Research shows that affect changes during exercise as well (^{Hall et al., 2002}), but the termination of the exercise at that very last moment determines the evaluation of the completed exercise session. For novel exercisers, a high-intensity exercise session will be associated with a negative or unpleasant experience because at the moment of responding to affective measures, the last feeling(s) will determine the answer. However, if there is a rest period interposed between the end of the high-intensity exercise and the assessment of the feeling state, the latter will be appraised as positive due to the pleasant feeling of recovery from exercise (^{Alves et al., 2021}). Indeed, in his review, ^{Ekkekakis (2009}) cites several reports examining sedentary participants exercising at various workloads, which consistently found that exercisers reported unpleasant feelings on the Feeling Scale (^{Hardy & Rejeski, 1989}) after reaching the ventilatory threshold. A lower volume or self-selected exercise favors positive feelings (Ekkekakis, 2009), which generates a positively remembered impression. Having repeatedly positive ‘finishes' builds a positive mental association between exercise and the expectable feeling states, which is likely the dominant mechanism responsible for the large placebo effects in the consistently demonstrated psychological improvements after a single session of exercise (^{Lindheimer, O'Connor, & Dishman, 2015}). Briefly, the last feeling states, subjectively experienced after exercise, appear to play a significant role in the appraisal of the actual (and future?) exercise sessions.

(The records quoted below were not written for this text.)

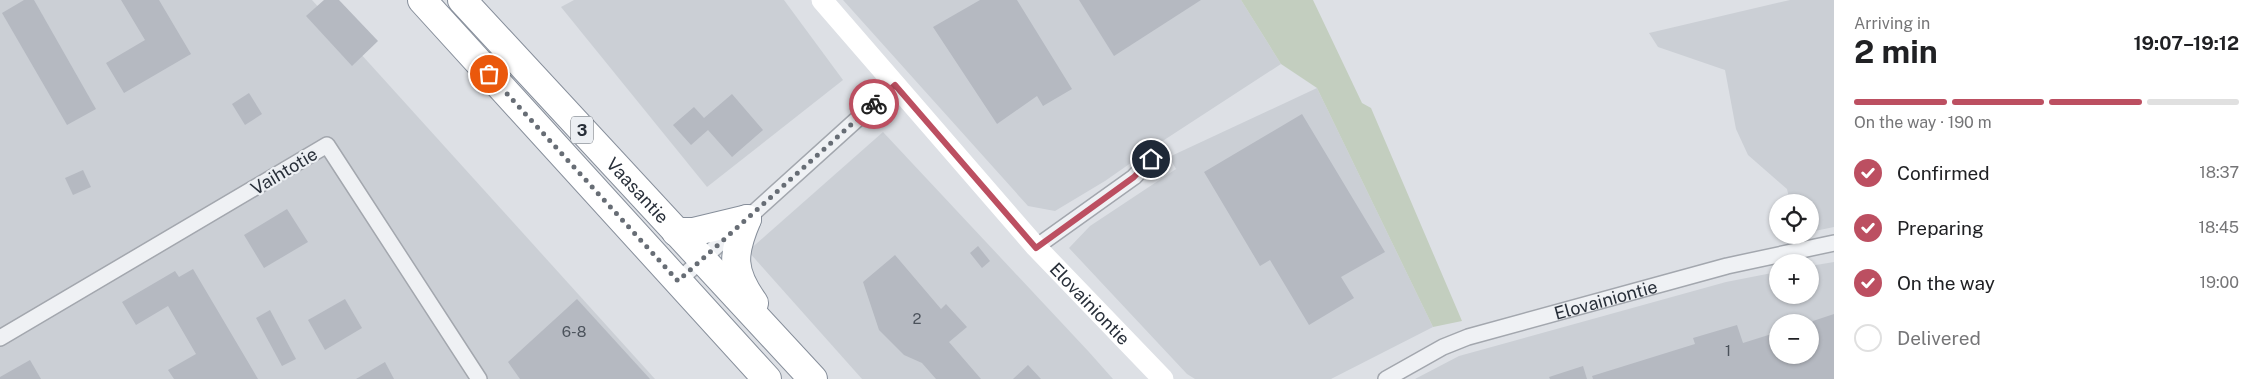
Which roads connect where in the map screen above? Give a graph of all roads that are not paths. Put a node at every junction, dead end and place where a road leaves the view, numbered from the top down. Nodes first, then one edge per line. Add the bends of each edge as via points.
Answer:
1 (422, 0) edge
2 (462, 0) edge
3 (822, 0) edge
4 (895, 85) junction
5 (1151, 159) dead end
6 (747, 219) junction
7 (676, 232) junction
8 (1834, 243) edge
9 (1036, 248) junction
10 (701, 260) junction
11 (678, 281) junction
12 (0, 338) edge
13 (781, 344) junction
14 (479, 379) edge
15 (767, 379) edge
16 (813, 379) edge
17 (1163, 379) edge
18 (1386, 379) edge

1 - 11 highway, Vaasantie / 3
2 - 7 highway, Vaasantie / 3
3 - 4 main road, Elovainiontie
4 - 6 street
4 - 9 main road, Elovainiontie
5 - 9 street via 1134,177
6 - 7 highway via 693,232
6 - 10 street
6 - 13 highway via 736,245 739,277
7 - 10 highway, Vaasantie / 3
8 - 18 street, Elovainiontie via 1727,266 1468,337
9 - 17 main road, Elovainiontie
10 - 11 street
10 - 13 highway, Vaasantie / 3
11 - 15 highway, Vaasantie / 3
12 - 14 street, Vaihtotie via 327,145
13 - 16 highway, Vaasantie / 3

Most studies examining the affective benefits of exercise at various workloads were conducted with sedentary participants (^{Ekkekakis, 2009}, ^{Sudeck, Schmid & Conzelmann, 2016}; ^{Box & Petruzzello, 2021}). Laboratory research addressing this question provides favorable circumstances for associative (focus on the self) thinking. On the contrary, athletic contests, often characterized by extremely high-intensity workload, usually end with a form of dissociative thinking (outside focus) in relation to self- or team performance and/or the result of the contest. Long ago, it was shown that the outcome of the contest was the determining factor in the affective states reported by the athletes (^{Hassmén, & Blomstrand, 1995}). Therefore, athletes are a typical example in which the ‘last experience' of the exercise, contest, or physical work is the crucial determinant in the post-exercise affective state. This issue might be important because both theory and research predict that at a high intensity (e.g., ventilatory threshold or above), exercise will result in negative feeling states and affect. However, if associative thinking is challenged, like in athletes who focus on the contest until the very last minute of the game, this negative effect may be voided.

The theory of last experience in determining reported affect in exercise settings, to our best knowledge, was not investigated to date, albeit there is indirect evidence for it (^{Hassmén, & Blomstrand, 1995}; ^{Zenko et al., 2016}). In the area of food consumption, it was shown that the last memories of the food were the most influential in deciding how long one waits until consuming that food again (^{Garbinsky, Morewedge, & Shiv, 2014}). In sport and exercise, the last feeling state encrypted in the memory is important in adherence and motivation, as well as a future subjective appraisal of the experience for both amateur and competitive exercisers.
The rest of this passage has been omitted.